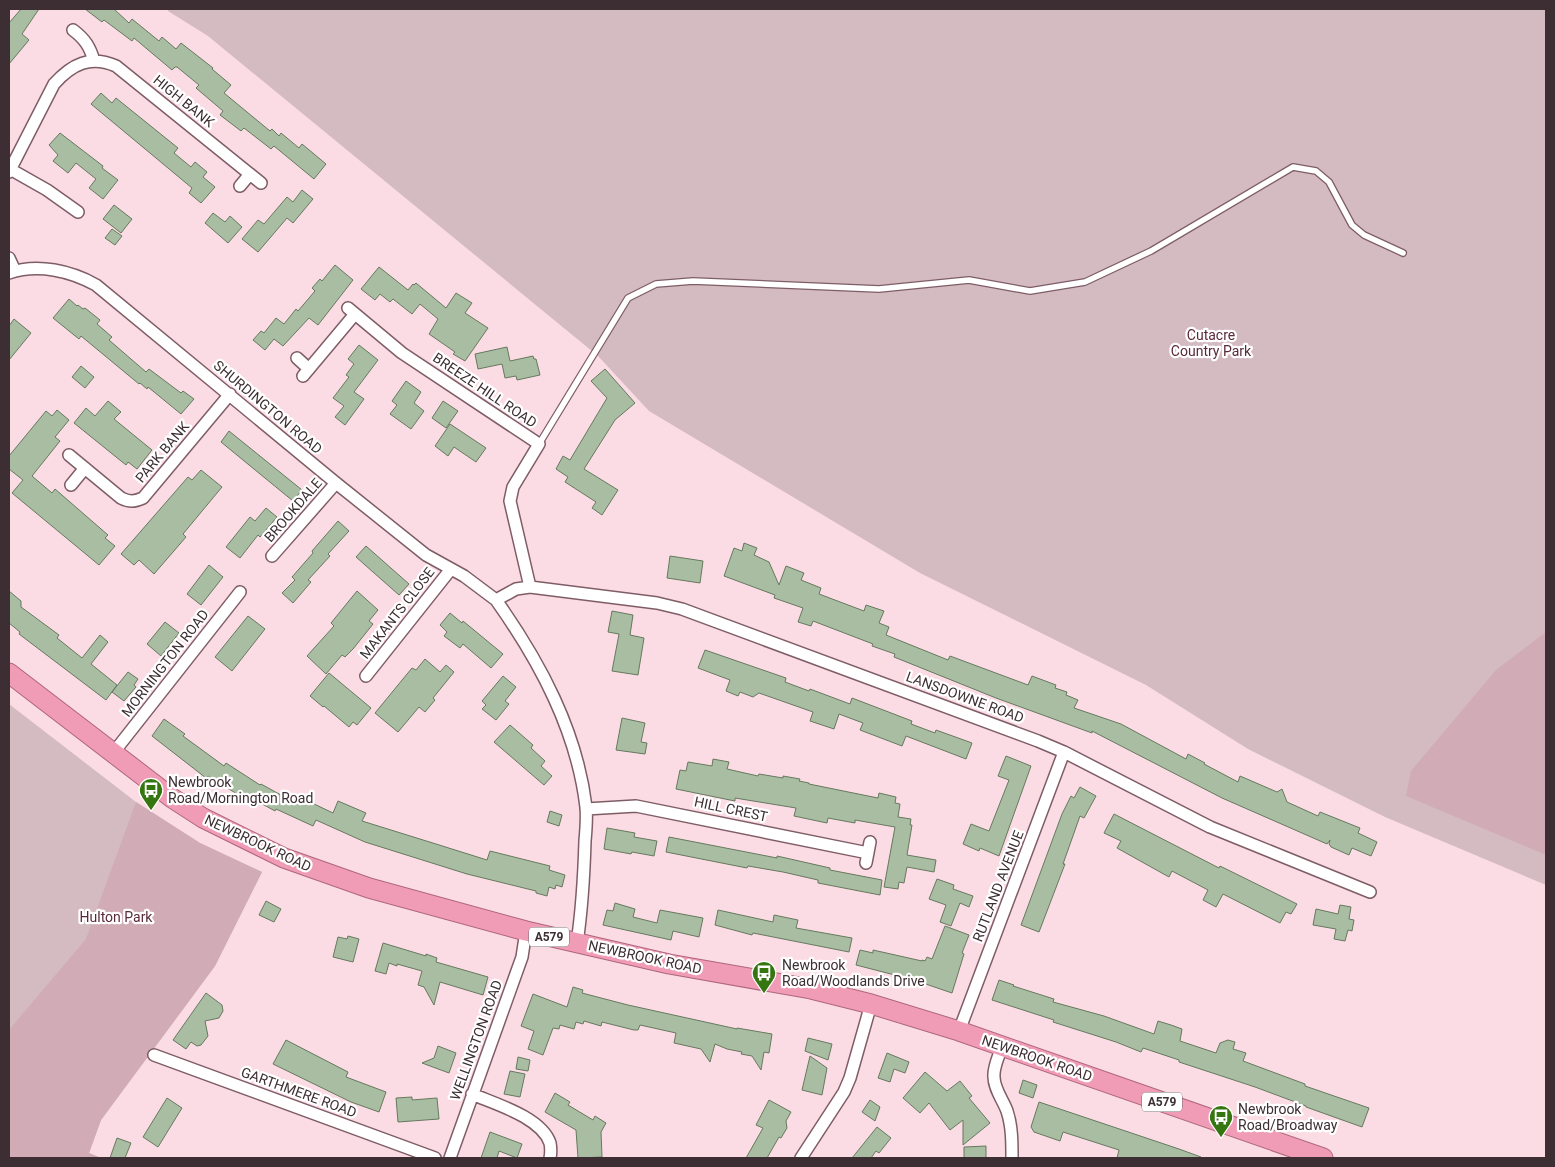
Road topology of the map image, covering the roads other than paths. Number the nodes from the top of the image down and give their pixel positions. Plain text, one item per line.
1 (73, 30) dead end
2 (94, 61) junction
3 (10, 171) edge
4 (250, 174) junction
5 (261, 183) dead end
6 (240, 186) dead end
7 (78, 212) dead end
8 (1403, 253) dead end
9 (9, 258) edge
10 (12, 272) edge
11 (297, 358) dead end
12 (230, 394) junction
13 (539, 444) junction
14 (69, 455) dead end
15 (85, 468) junction
16 (336, 484) junction
17 (71, 485) dead end
18 (273, 556) dead end
19 (451, 569) junction
20 (530, 587) junction
21 (240, 592) dead end
22 (496, 600) junction
23 (9, 673) edge
24 (366, 676) dead end
25 (114, 752) junction
26 (1064, 752) junction
27 (586, 809) junction
28 (868, 852) dead end
29 (1370, 892) dead end
30 (526, 931) junction
31 (577, 943) junction
32 (871, 1004) junction
33 (960, 1031) junction
34 (1002, 1046) junction
35 (154, 1055) dead end
36 (472, 1094) junction
37 (435, 1158) edge
38 (450, 1158) edge
39 (550, 1158) edge
40 (801, 1158) edge
41 (1012, 1158) edge
42 (1323, 1158) edge

1 - 2 street
2 - 3 street
2 - 4 street, HIGH BANK
3 - 7 street
4 - 5 street, HIGH BANK
4 - 6 street
8 - 13 lane
9 - 10 street
10 - 12 street, SHURDINGTON ROAD
11 - 13 street, BREEZE HILL ROAD
12 - 15 street, PARK BANK
12 - 16 street, SHURDINGTON ROAD
13 - 20 street, BREEZE HILL ROAD
14 - 15 street, PARK BANK
15 - 17 street
16 - 18 street, BROOKDALE
16 - 19 street, SHURDINGTON ROAD
19 - 22 street, SHURDINGTON ROAD
19 - 24 street, MAKANTS CLOSE
20 - 22 street
20 - 26 street, LANSDOWNE ROAD
21 - 25 street, MORNINGTON ROAD
22 - 27 street
23 - 25 highway, NEWBROOK ROAD / A579
25 - 30 highway, NEWBROOK ROAD / A579
26 - 29 street, LANSDOWNE ROAD
26 - 33 street, RUTLAND AVENUE
27 - 28 street, HILL CREST
27 - 31 street
30 - 31 highway, NEWBROOK ROAD / A579
30 - 36 street, WELLINGTON ROAD
31 - 32 highway, NEWBROOK ROAD / A579
32 - 33 highway, NEWBROOK ROAD / A579
32 - 40 street
33 - 34 highway, NEWBROOK ROAD / A579
34 - 41 street
34 - 42 highway, NEWBROOK ROAD / A579
35 - 37 street, GARTHMERE ROAD
36 - 38 street, WELLINGTON ROAD
36 - 39 street

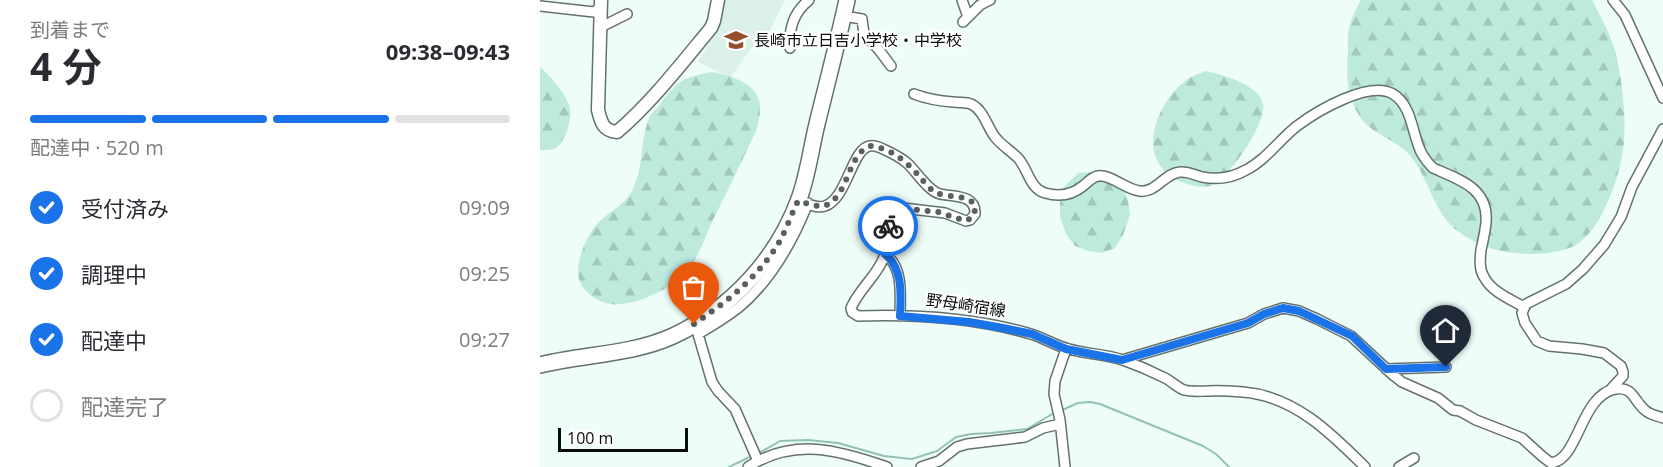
:::
* EXERCISE *
Only lines of the data holding the word "PARK" go in the answer. Please copy each of them.

* PROBLEM SOLUTION *
12 - 15 street, PARK BANK
14 - 15 street, PARK BANK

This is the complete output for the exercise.